1. Define Your Expected Interface

interface Payment {
  pay(amount: number): void;
}

2. Third-Party (Incompatible) Class

// Provided by Stripe (cannot modify)
class StripePaymentService {
  makePayment(paymentAmount: number) {
    console.log(`Paid $${paymentAmount} using Stripe`);
  }
}

3. Create the Adapter

class StripeAdapter implements Payment {
  private stripeService: StripePaymentService;

  constructor(stripeService: StripePaymentService) {
    this.stripeService = stripeService;
  }

  pay(amount: number) {
    // Translate your method to Stripe's format
    this.stripeService.makePayment(amount);
  }
}

4. Use It Like a Normal Payment

const stripe = new StripePaymentService();
const payment: Payment = new StripeAdapter(stripe);

payment.pay(100);  // Paid $100 using Stripe

✅ Now your app uses pay() consistently without worrying about Stripe’s odd method names.

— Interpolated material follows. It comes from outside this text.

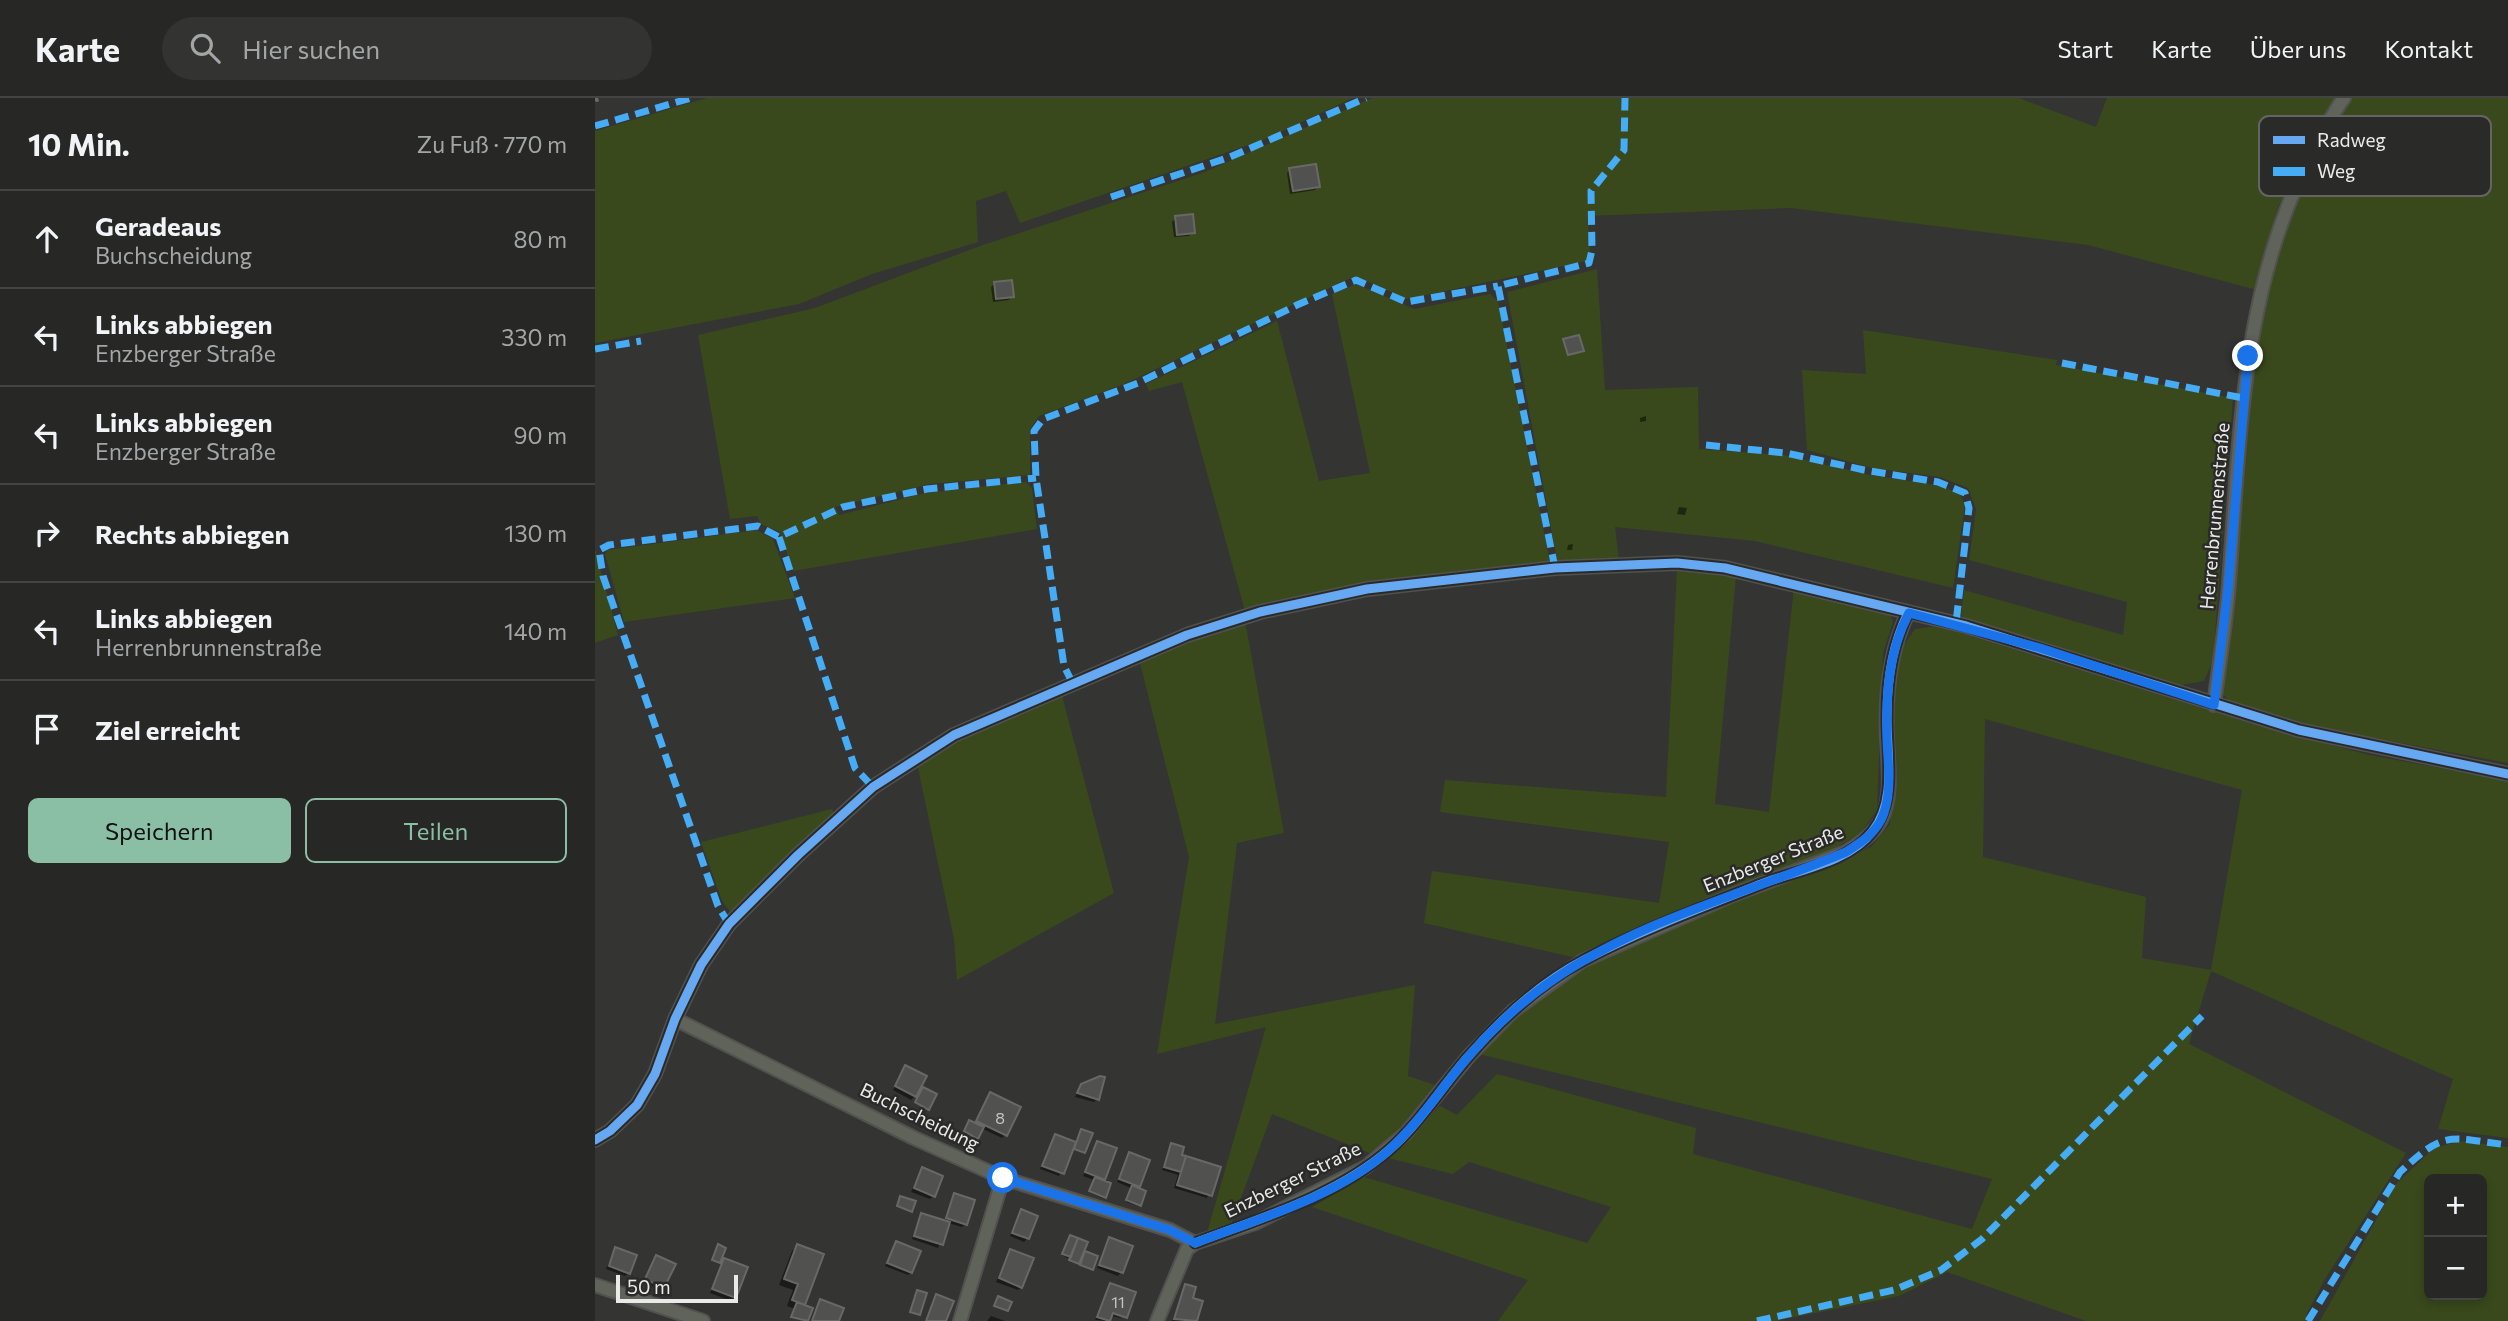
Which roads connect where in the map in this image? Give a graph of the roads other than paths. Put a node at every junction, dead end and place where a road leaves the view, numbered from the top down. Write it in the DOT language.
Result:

🎯 Why Use Adapter Pattern?

✅ Keep your app code consistent and clean, even when integrating messy or foreign systems.

✅ Avoid rewriting or touching external/third-party code.

✅ Makes adding or switching external services easier and safer.

✅ Follows Open/Closed Principle (open for extension, closed for modification).


✅ Real-World Practical Uses of Adapter

Real-world example Adapter usage
Integrating Stripe/PayPal APIs Wrap third-party payment SDKs
Database Migrations Adapt old data models to new services
External APIs Normalize different REST or GraphQL APIs
UI Components Adapt legacy props to new component formats
File I/O Adapt XML parsers to JSON interfaces

📌 Visual Diagram

Your System needs: Payment.pay()

           ↓ Adapter
           ↓
Third-party System: Stripe.makePayment()

➡️ Adapter translates pay() into makePayment() behind the scenes.


📦 Key Pattern Structure (Quick Summary)

// Target interface
interface Target {
  request(): void;
}

// Adaptee
class Adaptee {
  specificRequest() { }
}

// Adapter
class Adapter implements Target {
  constructor(private adaptee: Adaptee) {}

  request() {
    this.adaptee.specificRequest();
  }
}

🚀 Important Tip for Senior Level Usage

In bigger systems, Adapter + Dependency Injection (DI) is the cleanest way to inject different external systems without leaking them into your business logic.

✅ Loose coupling

✅ Easy to swap providers

✅ Easy to mock in tests


🌟 Final Summary in One Line

"Adapter pattern lets two systems talk to each other without changing either one."